No pano de fundo dessas questões há, então, elementos importantes e que merecem ampla discussão pública. 

Está na moda e crescendo um Movimento de Valor na Saúde que parece míope e somente olha para o denominador da equação resultados / custos. 

Valor de verdade em saúde é olhar uma eventual diminuição progressiva de oferta de profissionais disponíveis para amigdalectomias com a mesma atenção dada aos casos envolvendo sobreutilização de recursos, discussão que tanto gosto e valorizo, sendo coordenador nacional da Choosing Wisely Brasil. Até porque, no formato atual, estaríamos selecionando profissionais que têm tudo, pelas razões e motivações por trás da decisão de abandonar as amigdalectomias e focar nos “tubinhos de ventilação”, para acabar determinando sobreutilização dos tais drenos, fenômeno que a comunidade médica internacional já explora há algum tempo (vide aqui, aqui e aqui).  
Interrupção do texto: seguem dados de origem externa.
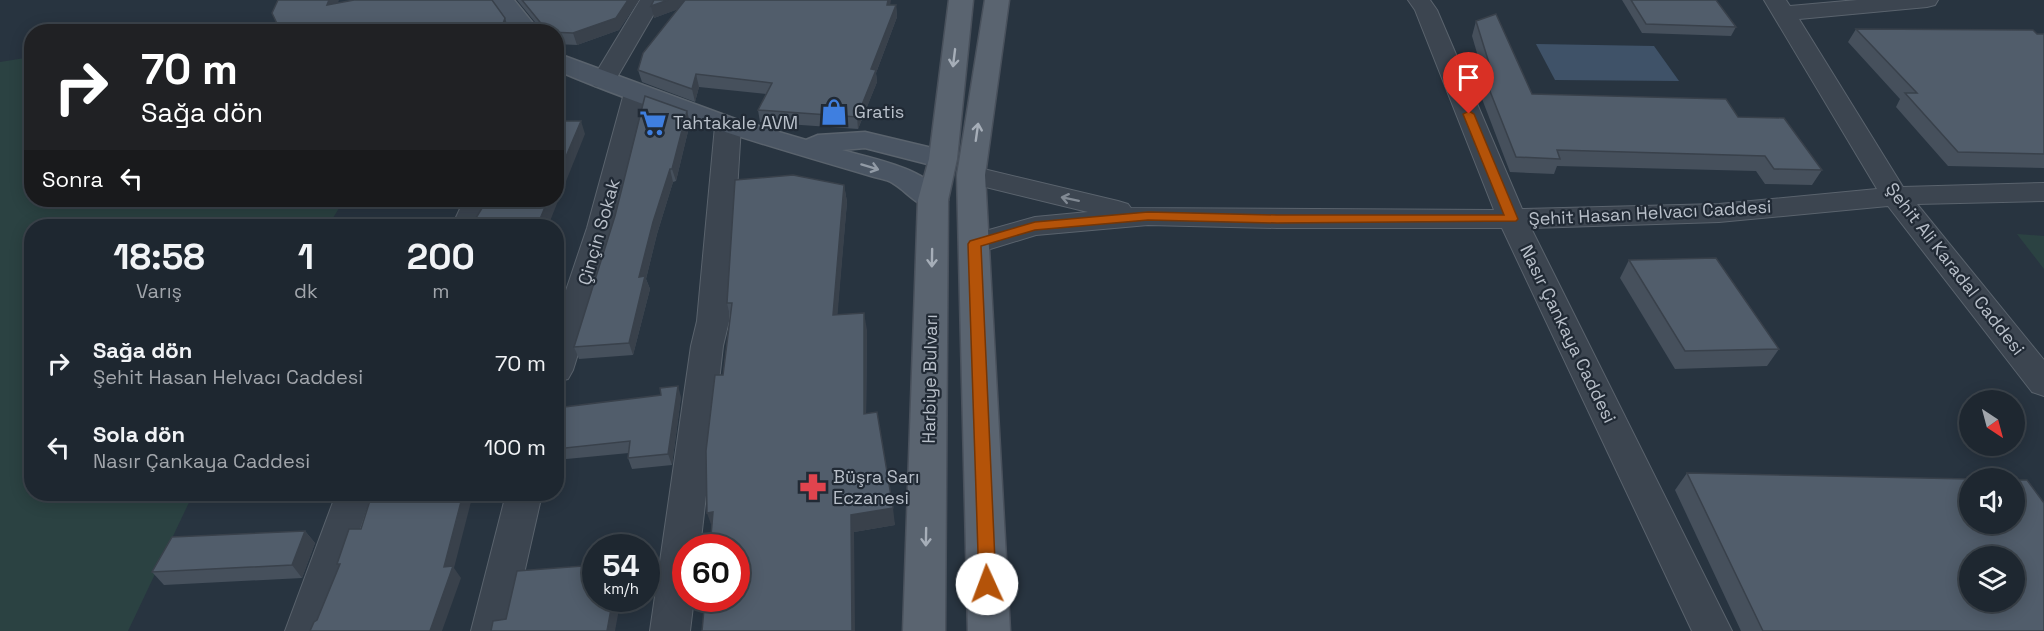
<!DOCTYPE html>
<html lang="tr">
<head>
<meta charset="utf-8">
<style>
  body { margin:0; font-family:"Space Grotesk",sans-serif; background:#2b333c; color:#f1f3f6; height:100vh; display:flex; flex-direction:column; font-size:22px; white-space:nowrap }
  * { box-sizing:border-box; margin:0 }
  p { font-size:20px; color:#a1a5ab }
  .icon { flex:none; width:33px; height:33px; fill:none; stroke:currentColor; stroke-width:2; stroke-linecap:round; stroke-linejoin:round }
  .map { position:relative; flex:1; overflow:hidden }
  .sheet { position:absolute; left:24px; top:219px; width:540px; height:282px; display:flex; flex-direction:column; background:#1e2730; border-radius:24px; box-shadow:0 3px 15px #0003,0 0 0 2px #3c444c }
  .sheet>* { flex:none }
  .hud { position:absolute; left:24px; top:24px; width:540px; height:183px; border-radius:24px; box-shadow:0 3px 15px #0003,0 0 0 2px #3c444c; background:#202124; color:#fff; overflow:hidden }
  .needle { width:39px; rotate:144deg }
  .buttons { position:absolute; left:1959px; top:390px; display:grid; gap:12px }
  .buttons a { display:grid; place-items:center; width:66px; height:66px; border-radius:50%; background:#1e2730; box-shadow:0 3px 15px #0003,0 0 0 2px #3c444c; font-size:30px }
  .speed { position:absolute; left:582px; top:534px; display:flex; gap:12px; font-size:30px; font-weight:700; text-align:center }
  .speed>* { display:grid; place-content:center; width:78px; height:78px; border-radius:50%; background:#1e2730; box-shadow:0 3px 15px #0003,0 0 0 2px #3c444c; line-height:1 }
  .speed small { font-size:15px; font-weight:400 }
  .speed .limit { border:9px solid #d22; background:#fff; color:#111 }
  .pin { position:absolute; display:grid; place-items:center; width:51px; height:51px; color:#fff; margin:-62px -26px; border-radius:50% 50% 50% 0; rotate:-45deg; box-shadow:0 0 6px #0007 }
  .pin .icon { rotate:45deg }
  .me { position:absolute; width:66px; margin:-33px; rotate:358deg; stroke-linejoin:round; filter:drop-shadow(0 0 4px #0008) }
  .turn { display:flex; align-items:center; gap:21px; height:126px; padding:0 18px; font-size:27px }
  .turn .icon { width:78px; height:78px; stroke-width:2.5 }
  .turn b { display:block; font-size:42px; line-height:51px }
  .then { display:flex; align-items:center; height:57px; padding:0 18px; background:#0003; gap:12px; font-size:22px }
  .eta { display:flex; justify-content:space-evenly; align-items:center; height:102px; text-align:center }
  .eta b { font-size:36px; font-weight:800; line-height:42px }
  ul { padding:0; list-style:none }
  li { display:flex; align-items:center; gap:18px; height:84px; padding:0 18px }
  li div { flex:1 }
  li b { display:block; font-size:22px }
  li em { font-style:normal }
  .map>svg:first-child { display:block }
  .green { fill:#2b4242 }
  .water { fill:#3f5268 }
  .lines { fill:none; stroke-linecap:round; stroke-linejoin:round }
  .street-casing { stroke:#5a636d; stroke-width:2 }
  .secondary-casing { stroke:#5a636d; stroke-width:3 }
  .primary-casing { stroke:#49515c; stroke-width:3 }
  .street { fill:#3c4550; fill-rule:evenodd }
  .secondary { fill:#4a5563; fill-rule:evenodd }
  .primary { fill:#5a6470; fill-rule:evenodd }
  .wall { fill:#46505c }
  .shaded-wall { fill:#39414b }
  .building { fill:#515d6b; stroke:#39414b; stroke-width:1.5; fill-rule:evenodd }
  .oneway { stroke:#a6aeb8 }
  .oneway2 { stroke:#929ba6 }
  .oneway3 { stroke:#818993 }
  .route { fill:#b45309; stroke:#753606; stroke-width:1.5 }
  .labels { text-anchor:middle; stroke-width:4.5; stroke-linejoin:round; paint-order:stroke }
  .poi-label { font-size:18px; fill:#b9c0ca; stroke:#212a35; text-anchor:start }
  .street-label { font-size:18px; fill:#b9c0ca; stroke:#212a35 }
</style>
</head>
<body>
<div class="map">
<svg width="2044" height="631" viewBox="0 0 2044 631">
  <rect width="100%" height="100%" fill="#283440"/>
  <!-- green -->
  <g class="green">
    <polygon points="267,22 270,31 203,31"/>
    <polygon points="31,57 32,200 344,200 328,226 32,226 32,494 193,494 128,631 0,631 0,62"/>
    <polygon points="2017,234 2044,236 2044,269"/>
  </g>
  <!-- water -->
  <polygon class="water" points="1536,44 1654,46 1679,81 1555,80"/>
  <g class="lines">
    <defs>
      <g id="street">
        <polygon points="640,0 662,0 612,86 603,88 594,86 591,81"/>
        <polygon points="1408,0 1430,0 1437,10 1522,209 1719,204 1877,189 1764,0 1786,0 1790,6 1857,0 1938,0 1935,5 1927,7 1799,19 1903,187 2044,183 2044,201 1917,204 2044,360 2044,396 2032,392 1888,206 1719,222 1531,228 1732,631 1692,631 1502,228 1277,228 1148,225 1036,235 974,254 964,251 959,244 964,237 1035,217 1088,212 961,181 957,175 961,169 971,166 1118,201 1128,204 1131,208 1494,210 1415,10"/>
        <polygon points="637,85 646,88 650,93 617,228 573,370 568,379 556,382 556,320 587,228 624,93 628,88"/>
        <polygon points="728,118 737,120 741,126 729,321 723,346 700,548 686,548 686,598 694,598 690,631 650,631 691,346 697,321 715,126 719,120"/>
        <polygon points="464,200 492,200 480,226 452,226"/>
        <polygon points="336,494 372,494 325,631 285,631"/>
        <polygon points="506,494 542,494 511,631 471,631"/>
      </g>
      <g id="secondary">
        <polygon points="490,0 514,0 540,32 514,32 499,15"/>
        <path d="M556,53L738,120L806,140L818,135L865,132L953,153L957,159L953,165L943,168L865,148L842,150C877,160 927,168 948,200L943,207C919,213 909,191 889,181C884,179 877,178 871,176C765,145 659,114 556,70Z"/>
      </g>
      <g id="primary">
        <polygon points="949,0 973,0 957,159 948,200 945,631 903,631 918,200 929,159"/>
        <polygon points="985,0 1009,0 985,175 1010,631 968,631 957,175"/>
      </g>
    </defs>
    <!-- street casing -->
    <use href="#street" class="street-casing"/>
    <!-- secondary casing -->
    <use href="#secondary" class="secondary-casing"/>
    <!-- primary casing -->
    <use href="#primary" class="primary-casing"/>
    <!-- street -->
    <use href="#street" class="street"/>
    <!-- secondary -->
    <use href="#secondary" class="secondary"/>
    <!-- primary -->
    <use href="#primary" class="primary"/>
  </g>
  <!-- wall -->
  <g class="wall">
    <polygon points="517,0 639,0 619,30 577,45 556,44 556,32 543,32"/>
    <polygon points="654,0 896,5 897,17 876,73 877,82 858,129 760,122 758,110 766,94 699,87 695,102 642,82 638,70 678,9 654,18"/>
    <polygon points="1622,0 1716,0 1736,27 1731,36 1642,33"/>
    <polygon points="1476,21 1532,94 1738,117 1822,170 1812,185 1765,184 1756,171 1557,166 1554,174 1510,172 1479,91 1484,77 1472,36"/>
    <polygon points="1856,29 2044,34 2044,168 1948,166 1896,107 1900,99 1848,42"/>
    <polygon points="687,111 690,123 676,181 673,182 657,234 646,279 650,289 633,355 579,359 574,347"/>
    <polygon points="844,185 847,202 837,315 867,330 866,413 895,525 854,532 736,598 723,375 730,316 727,303"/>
    <polygon points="1629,260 1779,349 1767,366 1675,369 1620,278"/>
    <polygon points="681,397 672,465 632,469 628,458 629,453 556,460 556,408"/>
    <polygon points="1687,473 2044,631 1741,631 1675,490"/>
    <polygon points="305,531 315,543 302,578 164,585 152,572"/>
  </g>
  <!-- shaded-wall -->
  <g class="shaded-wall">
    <polygon points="329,0 339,0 333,17 327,5"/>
    <polygon points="628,0 639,0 619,30 577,45 573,33"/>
    <polygon points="668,0 694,0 695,3 654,18 651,6"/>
    <polygon points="888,0 891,0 888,17 887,5"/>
    <polygon points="896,5 897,17 876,73 877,82 858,129 857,117 871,69"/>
    <polygon points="505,18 509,30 509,32 500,32"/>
    <polygon points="696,74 699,87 695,102 692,89"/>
    <polygon points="687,111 690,123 676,181 672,169"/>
    <polygon points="581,121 585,134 548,226 537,226 548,200 556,200 556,180"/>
    <polygon points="670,169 673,182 657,234 646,279 650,289 633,355 629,343 639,277 653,222"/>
    <polygon points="844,185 847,202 836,333 833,315"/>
    <polygon points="864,313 867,330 866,431 864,414"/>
    <polygon points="678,386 681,397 672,465 668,454"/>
    <polygon points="463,494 473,494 454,568 461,578 442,631 430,631 444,567"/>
    <polygon points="893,508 895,525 854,532 855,631 852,631 851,515"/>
    <polygon points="713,512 713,530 707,513"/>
    <polygon points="305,531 315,543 302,578 292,565"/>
    <polygon points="613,598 621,598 615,631 607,631"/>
  </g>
  <!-- building -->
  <g class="building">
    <polygon points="278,0 329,0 327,5 354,0 492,0 505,18 500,32 281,32 272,13"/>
    <polygon points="522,0 628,0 616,18 573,33 548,32"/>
    <polygon points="654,0 668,0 651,6"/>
    <polygon points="685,0 888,0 887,5 896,5 871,69 876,70 857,117 758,110 772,83 696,74 692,89 638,70 643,53"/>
    <polygon points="1631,0 1716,0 1736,27 1646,24"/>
    <polygon points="1496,14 1532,94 1726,99 1738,117 1784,118 1822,170 1774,169 1765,156 1557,150 1560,159 1516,157 1484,76 1493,76 1476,21"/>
    <polygon points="1856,29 2033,30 2037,34 2044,34 2044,154 1958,152 1905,93 1917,93"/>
    <polygon points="645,96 687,111 672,169 670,169 653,222 639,277 645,276 629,343 574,347 615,216"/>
    <polygon points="556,121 581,121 556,180"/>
    <polygon points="793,175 844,185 833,315 864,313 864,414 877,412 893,508 851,515 852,631 702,631 705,598 736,598 736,548 710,548 713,512 707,513 706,451 715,375 723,375 732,303 727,303 735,180"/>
    <polygon points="487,200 548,200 537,226 471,226"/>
    <polygon points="1716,258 1779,349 1685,351 1629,260"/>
    <polygon points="678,386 668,454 628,458 630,441 556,449 556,408 661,395 660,388"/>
    <path d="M1687,473L1970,479V524H2014V480H2027L2044,503V631H1763ZM1970,556H2014V602H1970Z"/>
    <polygon points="372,494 463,494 444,567 453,566 430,631 310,631 314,622 317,620 340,564 337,564 349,529 361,529"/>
    <polygon points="305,531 292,565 152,572 172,537"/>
    <polygon points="596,565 596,598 613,598 607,631 491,631 493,621 506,619 517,571"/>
  </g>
  <!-- one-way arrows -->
  <defs><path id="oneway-shaft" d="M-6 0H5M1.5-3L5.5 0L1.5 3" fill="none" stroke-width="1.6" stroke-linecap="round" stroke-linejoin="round" transform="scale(1.5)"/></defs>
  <g class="oneway">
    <use href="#oneway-shaft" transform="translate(954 58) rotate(97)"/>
    <use href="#oneway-shaft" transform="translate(977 132) rotate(-82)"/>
    <use href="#oneway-shaft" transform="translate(932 258) rotate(91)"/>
    <use href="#oneway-shaft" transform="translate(926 537) rotate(91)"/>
  </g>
  <use class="oneway2" href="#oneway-shaft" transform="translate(870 167) rotate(17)"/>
  <use class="oneway3" href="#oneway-shaft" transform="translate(1070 199) rotate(-168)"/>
  <!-- route -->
  <polygon class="route" points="1469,111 1474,114 1518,219 1516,221 1277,223 1148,220 1035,230 981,246 996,584 993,589 987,591 981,589 979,584 968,244 970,241 1035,222 1148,212 1277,215 1504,215 1463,114"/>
  <!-- icons -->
  <defs>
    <symbol id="shop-bare" viewBox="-9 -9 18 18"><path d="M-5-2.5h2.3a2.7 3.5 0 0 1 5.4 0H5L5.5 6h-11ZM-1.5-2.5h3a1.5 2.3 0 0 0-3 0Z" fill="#3f7fe0" stroke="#212a35" stroke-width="2.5" paint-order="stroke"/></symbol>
    <symbol id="supermarket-bare" viewBox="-9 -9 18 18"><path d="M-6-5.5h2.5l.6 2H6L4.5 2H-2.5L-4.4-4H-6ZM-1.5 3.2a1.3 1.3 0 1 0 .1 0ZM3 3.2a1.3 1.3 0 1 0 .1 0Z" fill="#3f7fe0" stroke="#212a35" stroke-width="2.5" paint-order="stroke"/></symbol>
    <symbol id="pharmacy-bare" viewBox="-9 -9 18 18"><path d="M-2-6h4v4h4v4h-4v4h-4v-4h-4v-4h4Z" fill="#e0444e" stroke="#212a35" stroke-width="2.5" paint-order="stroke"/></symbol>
  </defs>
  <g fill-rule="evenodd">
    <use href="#shop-bare" x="815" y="93" width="38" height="38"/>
    <use href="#supermarket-bare" x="634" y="104" width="38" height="38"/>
    <use href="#pharmacy-bare" x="794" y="468" width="38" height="38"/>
  </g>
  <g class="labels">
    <!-- poi labels -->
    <g class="poi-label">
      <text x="854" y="118">Gratis</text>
      <text x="673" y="129">Tahtakale AVM</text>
      <text x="833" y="483">Büşra Sarı<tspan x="833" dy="21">Eczanesi</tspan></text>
    </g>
    <!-- street labels -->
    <g class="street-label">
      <text transform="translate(1650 213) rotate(-3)" y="6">Şehit Hasan Helvacı Caddesi</text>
      <text transform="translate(599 232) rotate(-74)" y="6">Çinçin Sokak</text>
      <text transform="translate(1955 269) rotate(52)" y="6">Şehit Ali Karadal Caddesi</text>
      <text transform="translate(1568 334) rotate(64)" y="6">Nasır Çankaya Caddesi</text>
      <text transform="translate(930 379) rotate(-89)" y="6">Harbiye Bulvarı</text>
    </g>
  </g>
</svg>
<div class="buttons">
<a><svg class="needle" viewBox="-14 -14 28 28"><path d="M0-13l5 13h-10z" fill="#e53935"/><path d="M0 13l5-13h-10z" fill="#a1a5ab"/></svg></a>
<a><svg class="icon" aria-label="sound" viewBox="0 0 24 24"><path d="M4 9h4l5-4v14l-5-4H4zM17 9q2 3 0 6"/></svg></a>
<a><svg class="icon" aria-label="layers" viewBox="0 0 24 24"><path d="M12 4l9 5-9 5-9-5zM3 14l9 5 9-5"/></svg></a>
</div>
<div class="speed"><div>54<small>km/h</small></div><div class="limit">60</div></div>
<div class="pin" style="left:1469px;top:114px;background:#d93025"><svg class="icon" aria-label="arrive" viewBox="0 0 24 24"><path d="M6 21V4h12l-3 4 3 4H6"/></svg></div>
<svg class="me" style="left:987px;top:584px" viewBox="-20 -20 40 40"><circle r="19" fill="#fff"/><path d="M0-13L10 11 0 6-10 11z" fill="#b45309"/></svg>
<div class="hud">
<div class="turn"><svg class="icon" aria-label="right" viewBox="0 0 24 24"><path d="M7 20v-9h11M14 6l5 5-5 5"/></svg><div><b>70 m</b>Sağa dön</div></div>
<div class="then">Sonra<svg class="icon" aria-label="left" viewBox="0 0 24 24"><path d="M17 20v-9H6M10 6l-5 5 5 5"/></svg></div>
</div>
<section class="sheet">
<div class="eta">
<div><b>18:58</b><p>Varış</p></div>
<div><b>1</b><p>dk</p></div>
<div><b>200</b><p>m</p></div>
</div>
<ul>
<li><svg class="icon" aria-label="right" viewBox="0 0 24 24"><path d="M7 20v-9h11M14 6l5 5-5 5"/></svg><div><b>Sağa dön</b><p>Şehit Hasan Helvacı Caddesi</p></div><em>70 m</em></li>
<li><svg class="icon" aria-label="left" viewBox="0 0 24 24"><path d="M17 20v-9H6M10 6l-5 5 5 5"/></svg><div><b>Sola dön</b><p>Nasır Çankaya Caddesi</p></div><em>100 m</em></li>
</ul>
</section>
</div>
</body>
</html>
Valor de verdade é olhar cenários como o da reconstrução laringotraqueal discutida mais acima e não permitir que crianças e famílias sofram para a retirada de traquestomia (decanulação) porque não encontram quem faça, precisam cogitar dilapidar patrimônio para custear diretamente ou tenham que judicializar. Valor de verdade é aceitar a lei da oferta e da demanda também quando não ajuda a reduzir custos, e pagar melhor aquilo que poucos sabem fazer. É garantir aos pacientes acesso ao que é necessário, justo e digno.  

Nos EUA, já se iniciou um movimento que busca inibir pagamentos por fora de pacientes que deveriam ter as respectivas despesas cobertas. Ainda em 2013, no JAMA, os médicos norte-americanos Christopher Moriates, Vineet Arora e Neel Shah, os dois primeiros conhecidos meus, provocaram com o contundente texto First, Do No (Financial) Harm. Em 2020, também no JAMA, Simon Mathews e Marty Makary sugeririam que contas indevidas ou que chegam de surpresa para pacientes deveriam também compor indicadores de qualidade na saúde. 

Lá nos EUA, em nível federal, desde 2021, o Centers for Medicare and Medicaid Services possui regra para transparência dos preços hospitalares, a partir da qual determina que todos os preços sejam acessíveis e claros por antecipação. Aqui, nossos pacientes estão a descobrir que precisam pagar por certos procedimentos no ato da necessidade. E é público e notório – para quem quiser ver!  

Em 2022, o No Surprises Act tomou efeito lá. Entre outras disposições, especifica que planos de saúde devem cobrir serviços de emergência, ocorram onde ocorrerem. Aqui, experimente você um trauma agudo com fratura de fêmur. Em alguns convênios, a cobrança por fora tornou-se o novo normal. 

Fato é que os altos custos em saúde e um modelo remuneratório ultrapassado, que entre outras distorções trata o muito diferente como se tudo a mesma coisa fosse, inevitavelmente irão reduzir a confiança da população nos médicos e sistemas de saúde, além de poderem resultar em pacientes desviando de cuidados necessários.